§ TASK
Collect all lines containing the word "Milagro" from the data.

═══ EXERCISE DATA

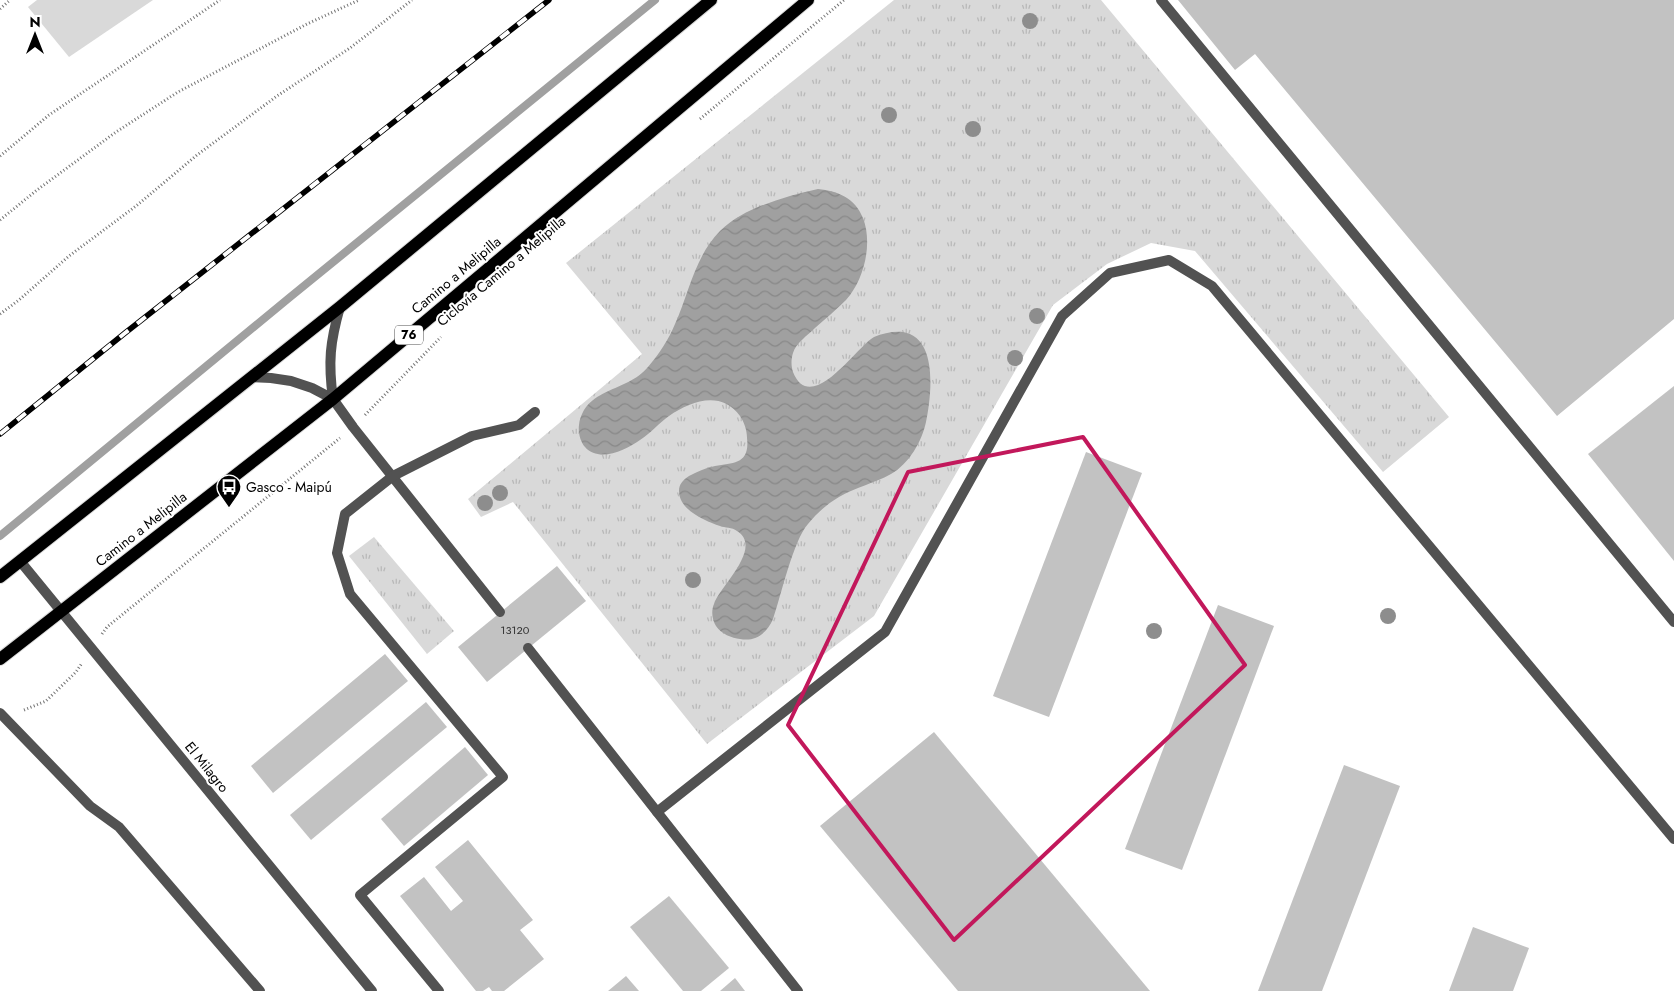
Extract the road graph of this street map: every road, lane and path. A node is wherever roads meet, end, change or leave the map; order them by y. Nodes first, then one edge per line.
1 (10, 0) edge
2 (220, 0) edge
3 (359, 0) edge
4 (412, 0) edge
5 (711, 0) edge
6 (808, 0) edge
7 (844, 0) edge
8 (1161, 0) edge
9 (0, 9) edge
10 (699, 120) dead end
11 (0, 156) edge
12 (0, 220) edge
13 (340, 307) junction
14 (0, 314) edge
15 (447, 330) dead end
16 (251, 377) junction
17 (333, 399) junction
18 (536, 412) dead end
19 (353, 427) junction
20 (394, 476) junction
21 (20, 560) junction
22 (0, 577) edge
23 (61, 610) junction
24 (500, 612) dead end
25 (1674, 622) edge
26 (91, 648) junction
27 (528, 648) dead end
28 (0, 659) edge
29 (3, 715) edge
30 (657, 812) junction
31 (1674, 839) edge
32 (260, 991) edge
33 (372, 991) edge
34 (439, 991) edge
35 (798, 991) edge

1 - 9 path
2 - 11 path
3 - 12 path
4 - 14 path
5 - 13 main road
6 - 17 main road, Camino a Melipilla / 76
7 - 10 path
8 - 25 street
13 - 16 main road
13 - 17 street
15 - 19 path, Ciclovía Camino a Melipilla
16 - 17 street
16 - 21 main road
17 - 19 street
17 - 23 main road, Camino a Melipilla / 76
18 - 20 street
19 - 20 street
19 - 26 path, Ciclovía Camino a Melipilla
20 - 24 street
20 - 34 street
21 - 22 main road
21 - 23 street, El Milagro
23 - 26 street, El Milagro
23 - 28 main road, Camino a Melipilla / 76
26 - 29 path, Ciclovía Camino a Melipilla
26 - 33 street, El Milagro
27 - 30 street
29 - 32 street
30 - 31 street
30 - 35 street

══════

§ YOUR RESPONSE
21 - 23 street, El Milagro
23 - 26 street, El Milagro
26 - 33 street, El Milagro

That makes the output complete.